We Need To Talk About The Monsters In 'Lovecraft Country'
Lovecraft Country is HBO's first genuine foray into the horror genre since it started making original programming. Of course, this being HBO, it's couldn't just be traditional horror. The cabler's new series takes the horror genre and uses it to talk about the savagery of oppression and racism in the real world. But that doesn't mean the show isn't without monsters; it merely means they move seamlessly back and forth between the tropes of horror fantasy and the terror of white supremacy. So, what are the monsters in Lovecraft Country? There are many to choose from.
Warning: Spoilers for Lovecraft Country Episode 1 follow. The name of the series references H.P. (Howard Phillips) Lovecraft, an early 20th-century American writer who spent most of his life in New England. As the center of a literary circle of the era, he was considered one of the early masters of science-fiction horror. His works focus mainly on forbidden knowledge of the cosmos and the secrets held within the earth, and the mythos centered around monsters such as Cthulhu. The word "Lovecraftian" today usually references otherworldly monsters and supernatural and extraterrestrial terrors that are or could be inspired by the author's works.
As the first episode notes, "Lovecraft Country" is a real part of H.P. Lovecraft's writings. It was was a made-up county within his New England surroundings, taking up a fictionalized segment of eastern Massachusetts, populated with towns such as Arkham, a sister city to Salem, of the famous witch trials.
Lovecraft, who was famously racist, most likely never envisioned a story in which his monsters and white supremacists live side-by-side and occasionally compete to determine which is more terrifying. In the final scene of Episode 1, in which an evil sheriff begins to morph into a variation on Lovecraft's Ghasts (a vicious, dog-like creature), the monsters and the racists openly become interchangeable. (At least Ghasts can be defeated with a flashlight. Sheriffs, not so much.)
Ghasts are merely one type of monster that turns up in the premiere, though they are, so far, the only ones fans actually see. Shoggoths haunt Atticus' dreams, especially in his nightmares stemming from his time in South Korea. In fact, the opening sequence is a mashup of PTSD nightmares of the battlefield, Lovecraftian alien beings, and, in a nod to another book Atticus reads, a love interest straight out of The Princess of Mars.*
*(Forget the Disney-fied John Carter movie. The original Edgar Rice Burroughs novel's Dejah Thoris, Princess of Helium, is basically a red version of Star Trek's famous Orion women, and Atticus' vision is startlingly dead-on.)

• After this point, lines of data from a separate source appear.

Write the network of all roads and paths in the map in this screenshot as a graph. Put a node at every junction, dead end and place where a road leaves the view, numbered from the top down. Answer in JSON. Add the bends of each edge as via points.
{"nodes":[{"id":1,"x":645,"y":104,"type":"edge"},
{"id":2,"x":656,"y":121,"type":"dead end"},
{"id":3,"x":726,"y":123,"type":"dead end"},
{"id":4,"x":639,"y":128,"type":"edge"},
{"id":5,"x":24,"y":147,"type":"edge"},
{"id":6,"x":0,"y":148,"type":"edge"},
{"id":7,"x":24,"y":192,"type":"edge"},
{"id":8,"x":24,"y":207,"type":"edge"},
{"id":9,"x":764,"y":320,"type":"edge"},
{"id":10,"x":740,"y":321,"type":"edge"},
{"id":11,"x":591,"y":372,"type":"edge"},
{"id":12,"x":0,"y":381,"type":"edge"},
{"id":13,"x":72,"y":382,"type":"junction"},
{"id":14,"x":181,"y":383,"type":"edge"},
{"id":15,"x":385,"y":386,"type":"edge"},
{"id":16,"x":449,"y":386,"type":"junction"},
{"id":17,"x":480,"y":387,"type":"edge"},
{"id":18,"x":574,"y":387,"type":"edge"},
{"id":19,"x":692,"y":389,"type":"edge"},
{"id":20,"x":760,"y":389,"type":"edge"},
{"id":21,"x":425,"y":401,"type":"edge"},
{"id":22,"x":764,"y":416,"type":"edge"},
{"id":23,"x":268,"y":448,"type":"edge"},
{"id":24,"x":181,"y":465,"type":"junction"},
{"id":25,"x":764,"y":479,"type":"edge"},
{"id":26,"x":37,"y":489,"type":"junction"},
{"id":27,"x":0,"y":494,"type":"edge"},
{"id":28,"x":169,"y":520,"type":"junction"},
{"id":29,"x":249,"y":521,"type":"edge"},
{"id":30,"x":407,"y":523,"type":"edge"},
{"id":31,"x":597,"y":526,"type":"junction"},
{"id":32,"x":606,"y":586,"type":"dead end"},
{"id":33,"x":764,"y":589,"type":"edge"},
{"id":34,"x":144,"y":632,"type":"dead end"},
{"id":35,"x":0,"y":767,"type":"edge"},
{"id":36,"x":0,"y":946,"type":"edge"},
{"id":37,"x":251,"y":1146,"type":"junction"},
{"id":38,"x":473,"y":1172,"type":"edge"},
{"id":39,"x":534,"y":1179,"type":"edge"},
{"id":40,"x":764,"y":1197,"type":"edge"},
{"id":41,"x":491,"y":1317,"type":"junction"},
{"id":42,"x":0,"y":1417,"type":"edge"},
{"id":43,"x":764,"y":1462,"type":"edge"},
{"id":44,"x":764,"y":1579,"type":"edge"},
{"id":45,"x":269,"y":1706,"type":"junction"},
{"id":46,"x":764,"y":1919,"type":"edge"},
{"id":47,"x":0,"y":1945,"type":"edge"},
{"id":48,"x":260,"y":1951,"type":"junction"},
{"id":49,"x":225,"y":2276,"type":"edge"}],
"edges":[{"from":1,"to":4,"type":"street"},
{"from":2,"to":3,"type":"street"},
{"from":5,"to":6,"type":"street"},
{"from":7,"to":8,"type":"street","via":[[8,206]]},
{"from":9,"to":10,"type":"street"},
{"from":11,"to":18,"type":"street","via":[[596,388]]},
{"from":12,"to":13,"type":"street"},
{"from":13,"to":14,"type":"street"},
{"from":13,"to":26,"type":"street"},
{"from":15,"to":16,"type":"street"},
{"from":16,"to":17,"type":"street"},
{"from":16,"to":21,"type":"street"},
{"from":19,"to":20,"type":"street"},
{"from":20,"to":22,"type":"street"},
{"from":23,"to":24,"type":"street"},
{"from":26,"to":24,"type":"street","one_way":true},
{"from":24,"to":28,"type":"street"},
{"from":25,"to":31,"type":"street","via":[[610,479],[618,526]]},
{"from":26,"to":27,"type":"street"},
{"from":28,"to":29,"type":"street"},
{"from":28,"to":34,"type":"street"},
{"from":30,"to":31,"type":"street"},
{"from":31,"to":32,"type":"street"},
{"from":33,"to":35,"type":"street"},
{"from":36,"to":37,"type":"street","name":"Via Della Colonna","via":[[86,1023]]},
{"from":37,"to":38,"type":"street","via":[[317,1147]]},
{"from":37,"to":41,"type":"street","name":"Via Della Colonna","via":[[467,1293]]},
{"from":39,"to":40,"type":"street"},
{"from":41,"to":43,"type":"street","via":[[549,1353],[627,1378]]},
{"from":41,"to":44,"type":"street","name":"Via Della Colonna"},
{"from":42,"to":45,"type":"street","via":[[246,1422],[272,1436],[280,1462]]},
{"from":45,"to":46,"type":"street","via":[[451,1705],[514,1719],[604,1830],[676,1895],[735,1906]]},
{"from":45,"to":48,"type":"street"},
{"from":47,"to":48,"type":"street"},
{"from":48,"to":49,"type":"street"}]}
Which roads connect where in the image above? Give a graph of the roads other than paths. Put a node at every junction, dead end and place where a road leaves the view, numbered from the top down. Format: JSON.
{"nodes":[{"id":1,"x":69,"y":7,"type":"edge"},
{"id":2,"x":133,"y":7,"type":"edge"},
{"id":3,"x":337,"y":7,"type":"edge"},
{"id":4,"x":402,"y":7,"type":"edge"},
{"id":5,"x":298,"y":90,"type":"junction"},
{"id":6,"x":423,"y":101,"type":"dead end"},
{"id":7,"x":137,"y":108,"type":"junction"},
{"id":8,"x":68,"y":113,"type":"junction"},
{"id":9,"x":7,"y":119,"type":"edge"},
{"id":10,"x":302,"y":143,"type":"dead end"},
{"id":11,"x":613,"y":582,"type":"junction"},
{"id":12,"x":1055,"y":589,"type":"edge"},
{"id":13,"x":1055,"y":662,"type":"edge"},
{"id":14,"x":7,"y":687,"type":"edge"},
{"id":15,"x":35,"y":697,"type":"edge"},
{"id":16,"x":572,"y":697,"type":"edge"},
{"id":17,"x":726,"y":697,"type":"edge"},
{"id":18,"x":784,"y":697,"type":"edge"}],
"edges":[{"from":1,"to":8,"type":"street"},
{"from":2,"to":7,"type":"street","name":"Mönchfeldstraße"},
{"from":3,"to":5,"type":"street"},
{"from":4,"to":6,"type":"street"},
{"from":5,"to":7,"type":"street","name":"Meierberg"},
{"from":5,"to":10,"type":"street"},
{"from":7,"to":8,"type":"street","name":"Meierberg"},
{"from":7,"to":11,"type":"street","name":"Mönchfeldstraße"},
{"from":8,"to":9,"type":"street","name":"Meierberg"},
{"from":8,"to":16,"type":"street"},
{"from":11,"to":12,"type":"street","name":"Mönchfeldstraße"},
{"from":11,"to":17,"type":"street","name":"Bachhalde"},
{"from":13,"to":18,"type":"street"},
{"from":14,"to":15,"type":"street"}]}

Fans are eager to see what other famous monsters from the Lovecraft canon will turn up in the following episodes. With Shoggoths and Ghasts having already made an appearance, it's not long before some of his other famous creations populate the landscape, from the Nyarlathotep to Chthulu himself. Perhaps Atticus and George should be keeping a closer eye on Diana's map to see where the monsters dwell.